В случае необходимости уменьшения объема сосудистой сети зоны моделирования проводится микроэмболизация части сосудов стандартным пластическим материалом.

Основным критерием моделирования служит соблюдение условий физиологичности соотношения "ткань мозга - количество сосудов", т.е. количество и объем реконструированной сосудистой сети должен обеспечить нормальное физиологическое функционирование строго определенного объема мозговой ткани.

4) Стадия динамической интеграции соматических и вегетативных компонент.

Проводится путем регионарного воздействия на зону пластики электромагнитных волн миллиметрового диапазона КВЧ-волноводом, подведенным к зоне пластики через внутриартериальный оператор моделирования и подсоединенным к генератору КВЧ-колебаний.

5) Стадия функциональной активации вновь созданной морфологической структуры и включение ее в функциональные системы мозга.

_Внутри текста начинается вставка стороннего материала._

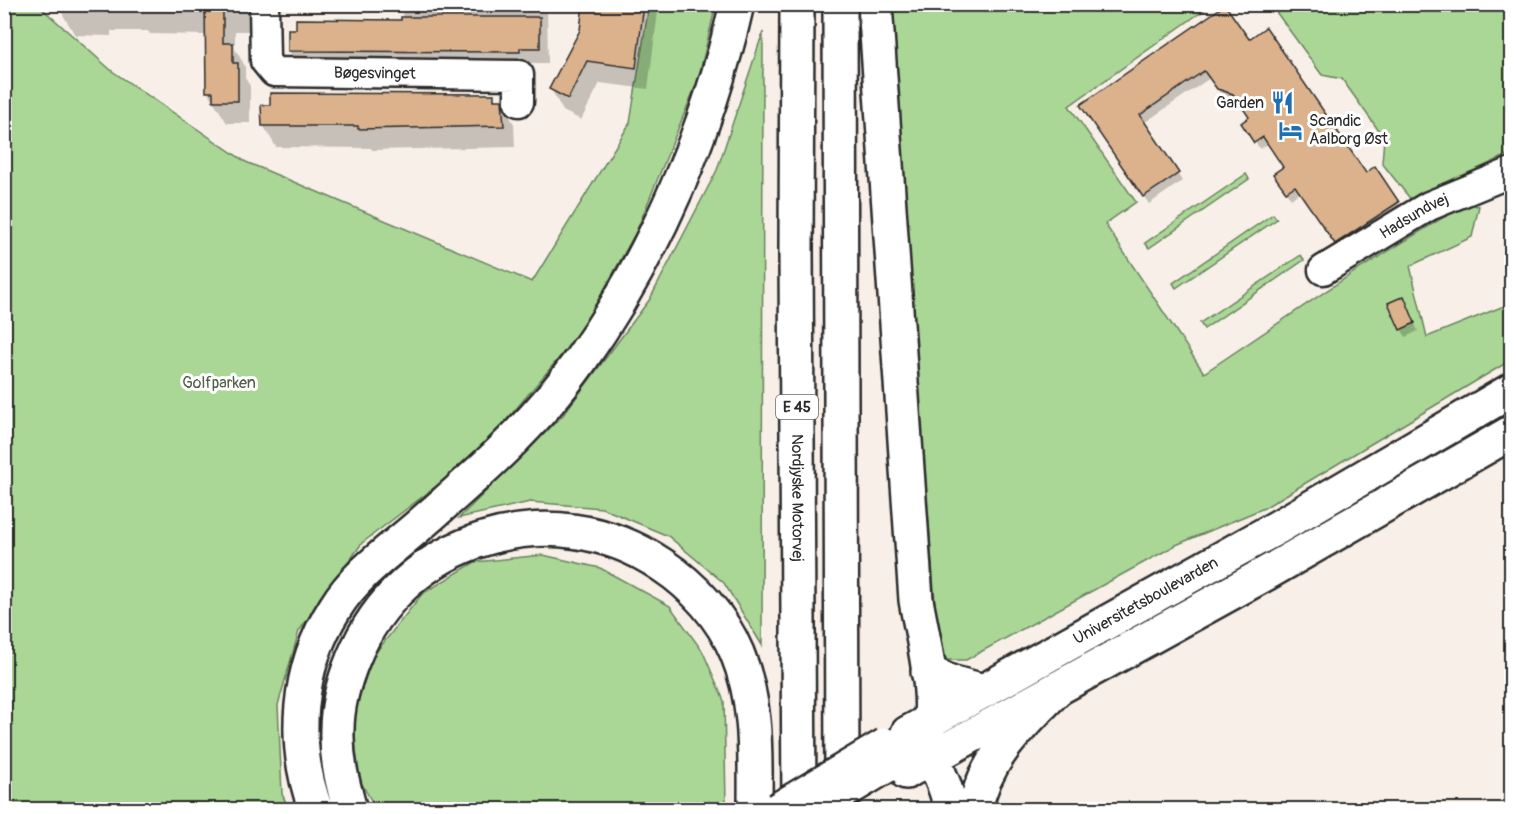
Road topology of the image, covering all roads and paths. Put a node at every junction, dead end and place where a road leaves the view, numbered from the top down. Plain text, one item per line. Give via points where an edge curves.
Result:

На этой стадии проводится массивная регионарная симптоматическая внутриартериальная перфузия: антигипоксантов, озонированных растворов низкомолекулярных декстранов, препаратов крови, плазмы и т.д., контрольная ангиография для исключения регионального тромбоза, удаление внутриартериального и электромагнитного операторов моделирования, активная реабилитация и тренинг прежних функций мозга, восстановление нарушенных функций мозга, появившихся в результате проведенного лечения или их активной стимуляции методами ЛФК, массажа, электростимуляции.

Способ осуществляют следующим образом.

На проектно-аналитической стадии по данным компьютерной томографии и капиллярной стадии церебральной ангиографии, выполненной в режиме DSI, определяется размер зоны пластики, соответствующий зоне патологического очага, и время мозгового кровотока (ВМК). Под временем мозгового кровотока мы понимаем интервал времени между максимальной концентрацией контрастного вещества в сифоне внутренней сонной артерии и луковице внутренней яремной вены (для каротидного бассейна) и между его максимальной концентрацией в основной артерии и теменных венах (для вертебро-базилярного бассейна), представляющих, таким образом, артериовенозное время циркуляции для данного полушария.

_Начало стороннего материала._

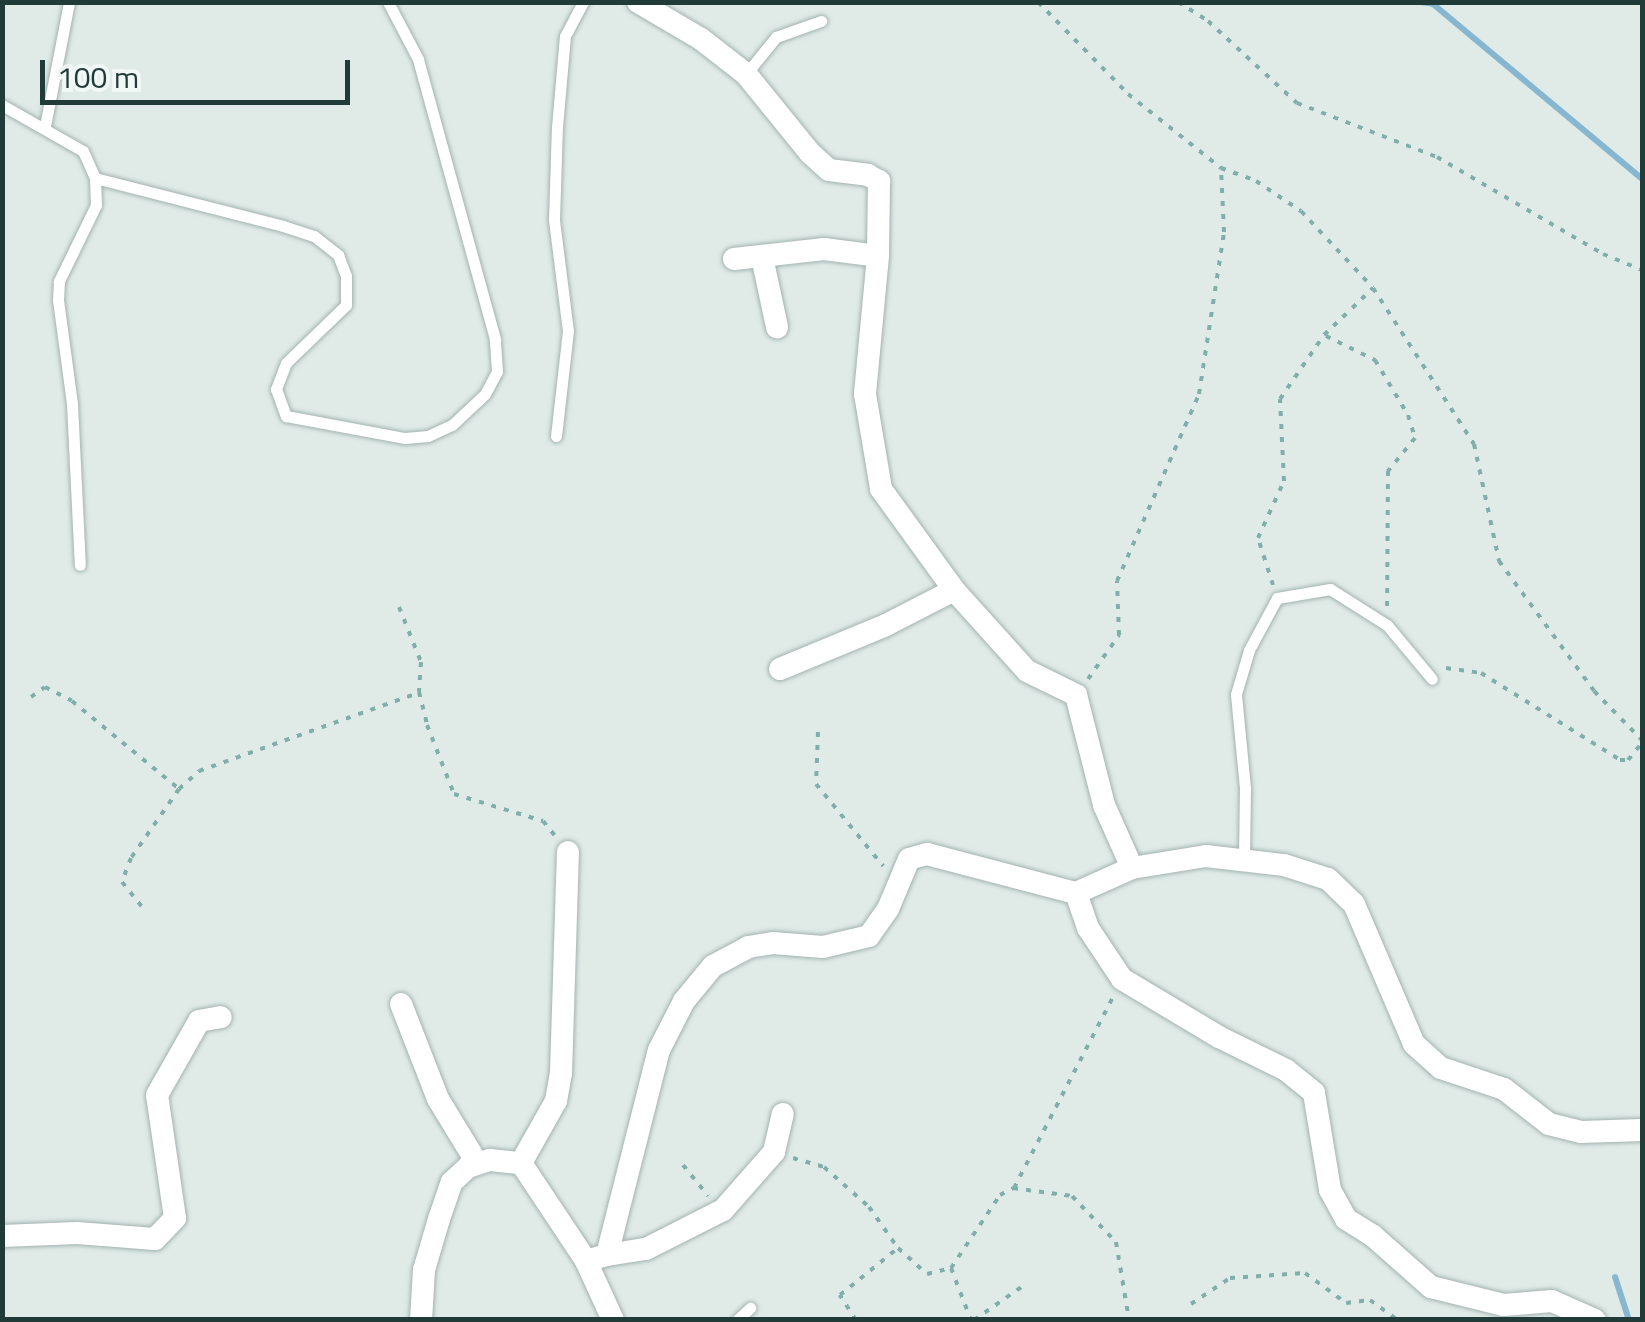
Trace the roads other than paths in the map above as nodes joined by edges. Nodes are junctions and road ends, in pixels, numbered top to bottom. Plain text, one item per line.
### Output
1 (68, 2) edge
2 (388, 2) edge
3 (583, 2) edge
4 (638, 2) edge
5 (821, 21) dead end
6 (746, 74) junction
7 (2, 105) edge
8 (45, 126) junction
9 (95, 178) junction
10 (878, 256) junction
11 (762, 258) junction
12 (734, 259) dead end
13 (777, 327) dead end
14 (556, 436) dead end
15 (80, 565) dead end
16 (954, 590) junction
17 (780, 669) dead end
18 (1432, 679) dead end
19 (568, 852) road end
20 (1244, 858) junction
21 (1132, 868) junction
22 (1076, 893) junction
23 (401, 1004) dead end
24 (221, 1016) dead end
25 (783, 1114) dead end
26 (1642, 1130) edge
27 (478, 1163) junction
28 (521, 1163) junction
29 (2, 1236) edge
30 (596, 1258) junction
31 (1458, 1297) junction
32 (750, 1308) dead end
33 (422, 1320) edge
34 (612, 1320) edge
35 (737, 1320) edge
36 (1448, 1320) edge
37 (1595, 1320) edge

1 - 8 lane
2 - 9 lane
3 - 14 lane
4 - 6 street
5 - 6 lane
6 - 10 street
7 - 8 lane
8 - 9 lane
9 - 15 lane
10 - 11 street
10 - 16 street
11 - 12 street
11 - 13 street
16 - 17 street
16 - 21 street
18 - 20 lane
19 - 28 street
20 - 21 street
20 - 26 street
21 - 22 street
22 - 30 street
22 - 31 street
23 - 27 street
24 - 29 street
25 - 30 street
27 - 28 street
27 - 33 street
28 - 30 street
30 - 34 street
31 - 36 street
31 - 37 street
32 - 35 lane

После предоперационной подготовки, включающей в себя удаление волосяного покрова из паховых областей и внутримышечной премедикации 1 мл 2%-ного раствора промедола, 2 мл 50%-ного раствора анальгина и 1 мл 1%-ного раствора димедрола больной доставляется в лежачем положении в рентгенооперационную. Под местной анестезией 0,25% - 2%-ным раствором новокаина, введенным методом тугого ползучего инфильтрата паравазально, с целью профилактики местного сосудистого спазма, в положении больного на спине производится пункция правой поверхностной бедренной артерии и катетеризация брюшного отдела аорты по методике Сельдингера. В зависимости от локализации патологического процесса лечебно-диагностическая программа реализуется в рамках следующих алгоритмов.

Алгоритм N 1.

Пациенты с поражением морфологических структур каротидного бассейна головного мозга.

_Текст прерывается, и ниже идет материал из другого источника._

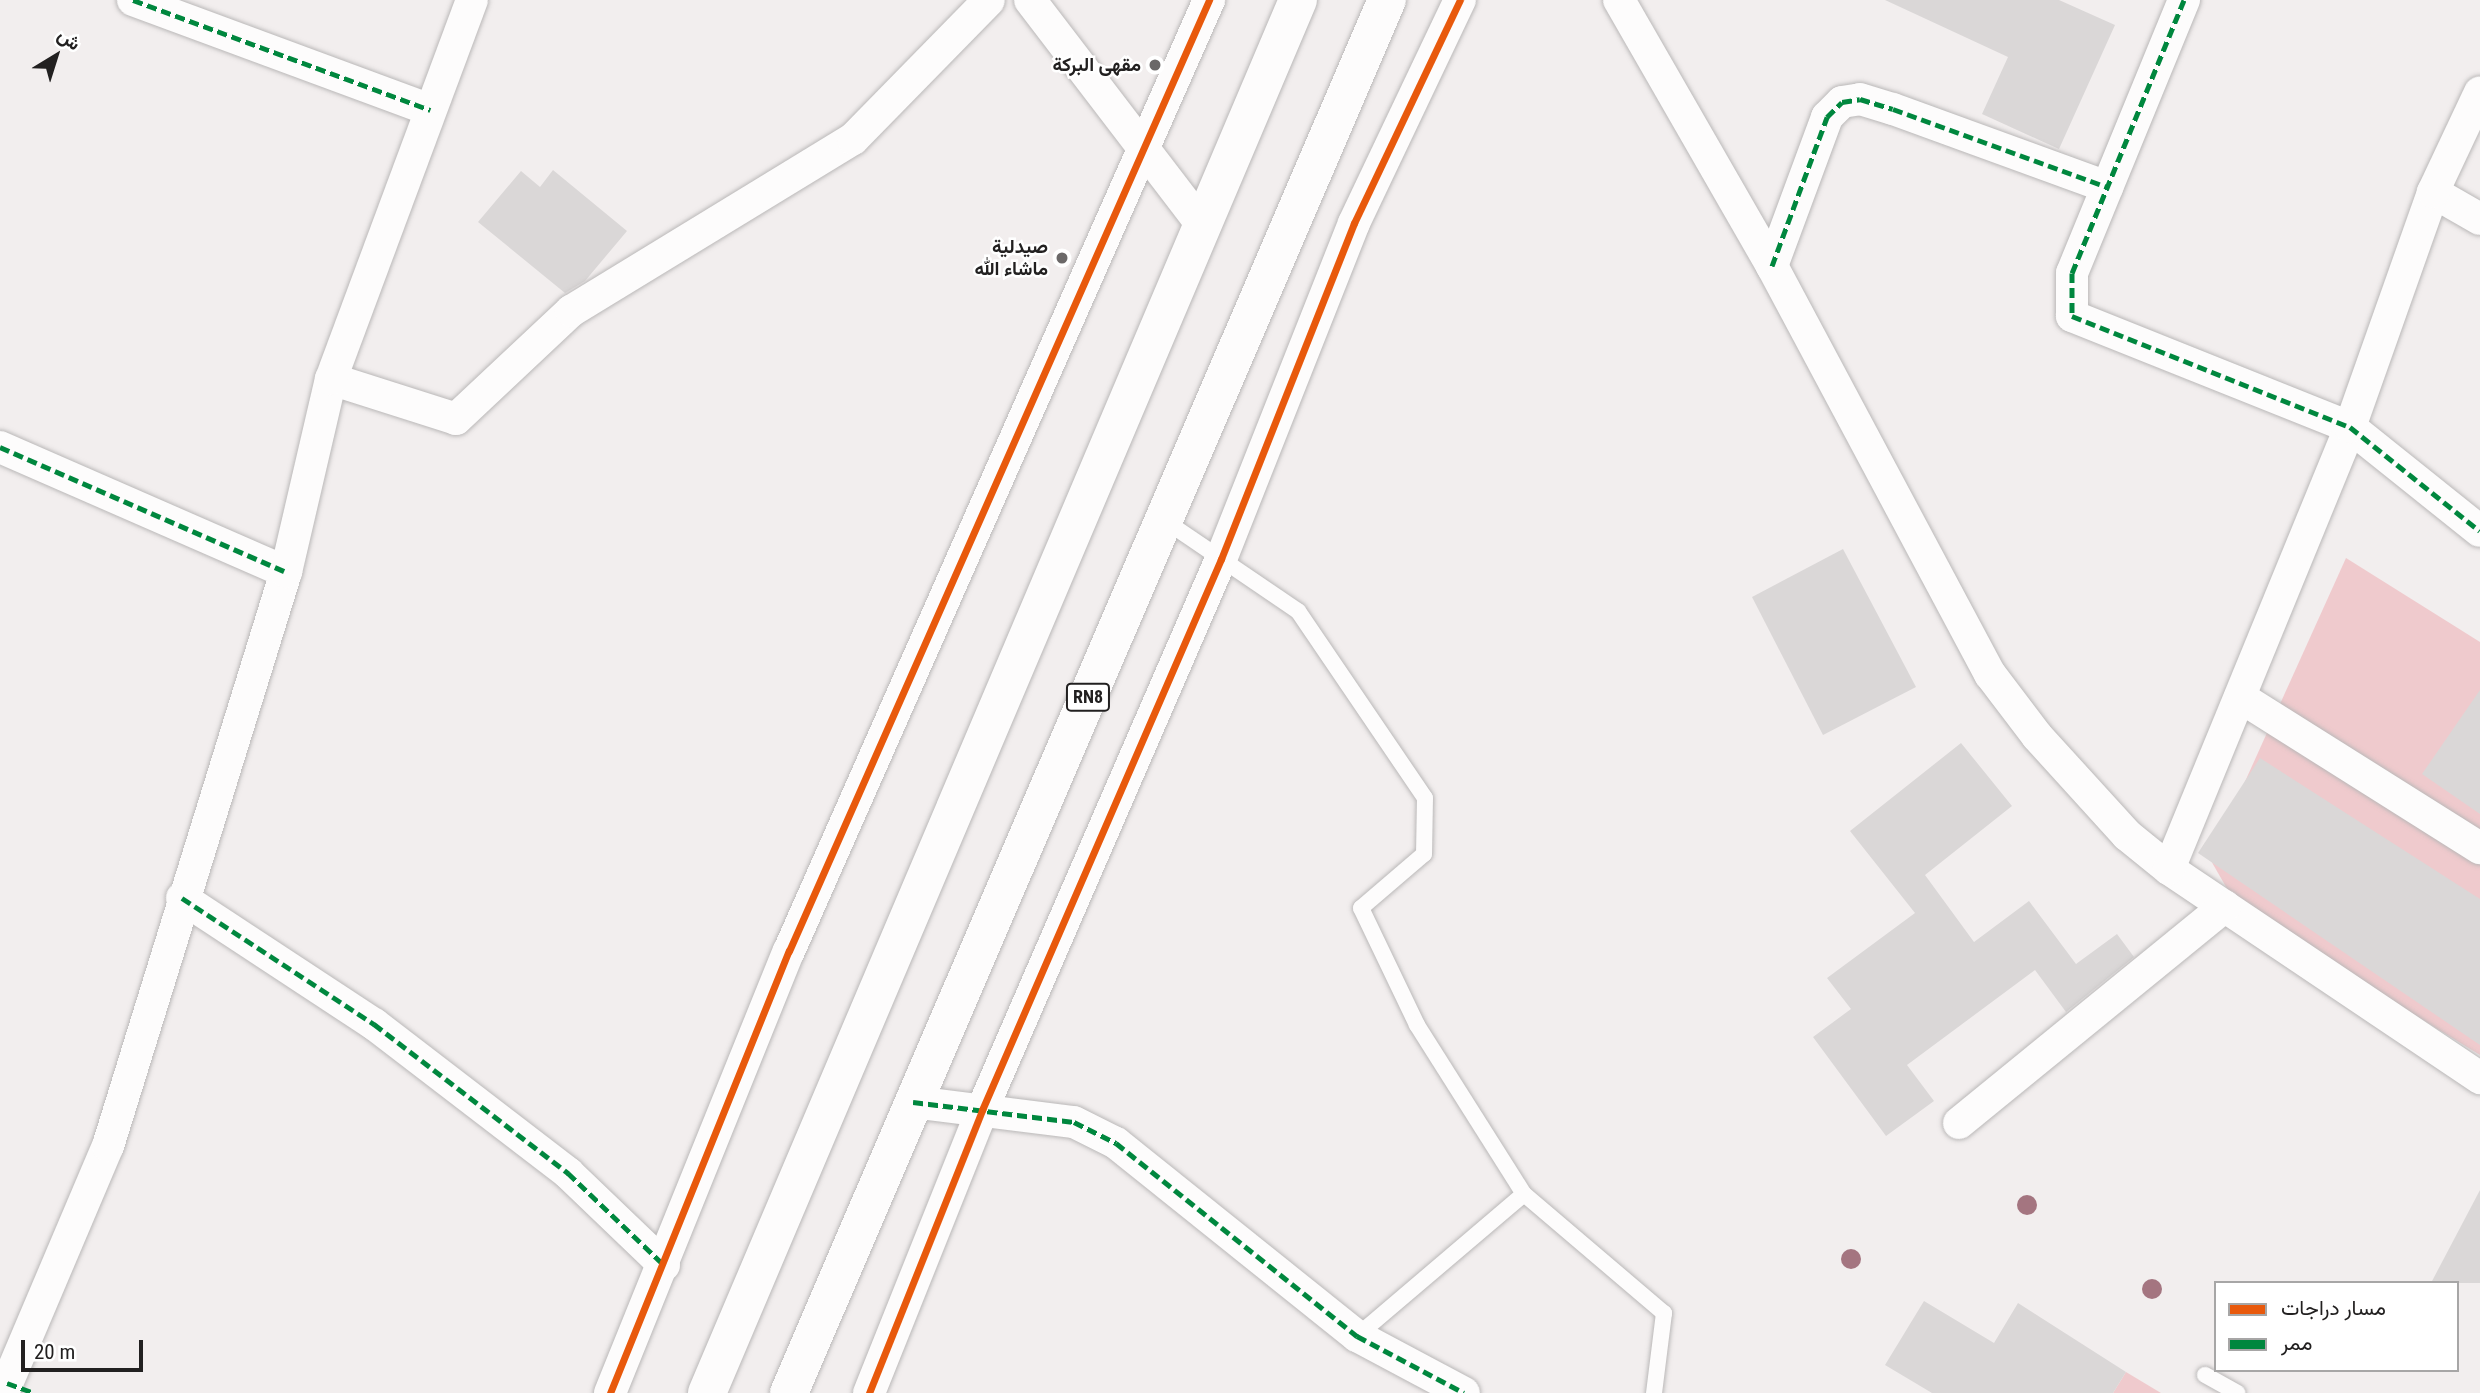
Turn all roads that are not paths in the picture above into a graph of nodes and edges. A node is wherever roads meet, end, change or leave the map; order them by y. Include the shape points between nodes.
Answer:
1 (133, 0) edge
2 (472, 0) edge
3 (989, 0) edge
4 (1030, 0) edge
5 (1209, 0) edge
6 (1298, 0) edge
7 (1387, 0) edge
8 (1460, 0) edge
9 (1619, 0) edge
10 (2184, 0) edge
11 (2480, 92) edge
12 (430, 110) junction
13 (1142, 146) junction
14 (2106, 187) junction
15 (2432, 192) junction
16 (2480, 219) edge
17 (1199, 222) junction
18 (1772, 266) junction
19 (331, 379) junction
20 (2350, 427) junction
21 (0, 447) edge
22 (1164, 520) junction
23 (2480, 531) edge
24 (1221, 559) junction
25 (286, 572) junction
26 (2239, 697) junction
27 (2480, 848) edge
28 (2169, 869) junction
29 (182, 898) junction
30 (2225, 906) junction
31 (2480, 1078) edge
32 (913, 1102) junction
33 (982, 1110) junction
34 (1959, 1123) dead end
35 (1524, 1194) junction
36 (664, 1265) junction
37 (1357, 1336) junction
38 (2205, 1374) dead end
39 (15, 1390) edge
40 (610, 1393) edge
41 (707, 1393) edge
42 (789, 1393) edge
43 (869, 1393) edge
44 (1464, 1393) edge
45 (1654, 1393) edge
46 (2237, 1393) edge

1 - 12 street
2 - 12 street
3 - 19 street via 853,139 571,311 456,419
4 - 13 street
5 - 13 street
6 - 17 highway
7 - 22 highway, RN8
8 - 24 street via 1354,223
9 - 18 street
10 - 14 street
11 - 15 street
12 - 19 street
13 - 17 street
13 - 36 street via 789,951
14 - 18 street via 1882,106 1842,102 1827,117
14 - 20 street via 2072,273 2072,316
15 - 16 street
15 - 20 street
17 - 41 highway
18 - 28 street via 1990,674 2093,800
19 - 25 street
20 - 23 street
20 - 26 street
21 - 25 street
22 - 24 lane
22 - 32 highway, RN8
24 - 33 street
24 - 35 lane via 1298,611 1424,797 1424,854 1362,908 1417,1025
25 - 29 street
26 - 27 street
26 - 28 street
28 - 30 street
29 - 36 street via 373,1024 568,1173
29 - 39 street via 108,1146
30 - 31 street
30 - 34 street
32 - 33 street
32 - 42 highway, RN8
33 - 37 street via 1074,1122 1116,1143
33 - 43 street
35 - 37 lane
35 - 45 lane via 1664,1313
36 - 40 street
37 - 44 street
38 - 46 lane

Реализация методики сосудистого ремоделирования потребовала некоторой модификации понятийного аппарата, поскольку, как мы считаем, применяемые в настоящее время обозначения используемого при ее выполнении инструментария и оборудования не совсем полно отражают цель их использования. Так, для катетеризации дуги аорты и выполнения грудной аортографии с целью выявления оклюзионно-стенотических и ангуляционных поражений экстрактаниальных сосудов головного мозга, а также оценки возможности длительной регионарной внутриартериальной перфузии, нами использовался дистанционный диагностический манипулятор. После замены диагностического манипулятора, через операционный рукав интрадьюсера проводится поочередная селективная катетеризация и ангиография бассейнов обеих сонных и позвоночных артерий с целью верификации характера сосудистого поражения и определения перфузионной позиции манипулятора для проведения длительной регионарной инфузии. При этом критериями безопасности проводимого вмешательства служат:

- устойчивое положение манипулятора в устье селективно катетеризированной артерии;

- отсутствие в зоне постановки окклюзионно-стенотических и ангуляционных изменений артерии;

- отсутствие окклюзионно-стенотических и ангуляционных поражений в артерии доступа (поверхностная бедренная артерия);

- отсутствие выраженного регионарного сосудистого спазма перфузируемого бассейна и артерии доступа (по данным церебральной ангиографии, транскраниальной допплерографии магистральных артерий головы и допплерографии нижних конечностей).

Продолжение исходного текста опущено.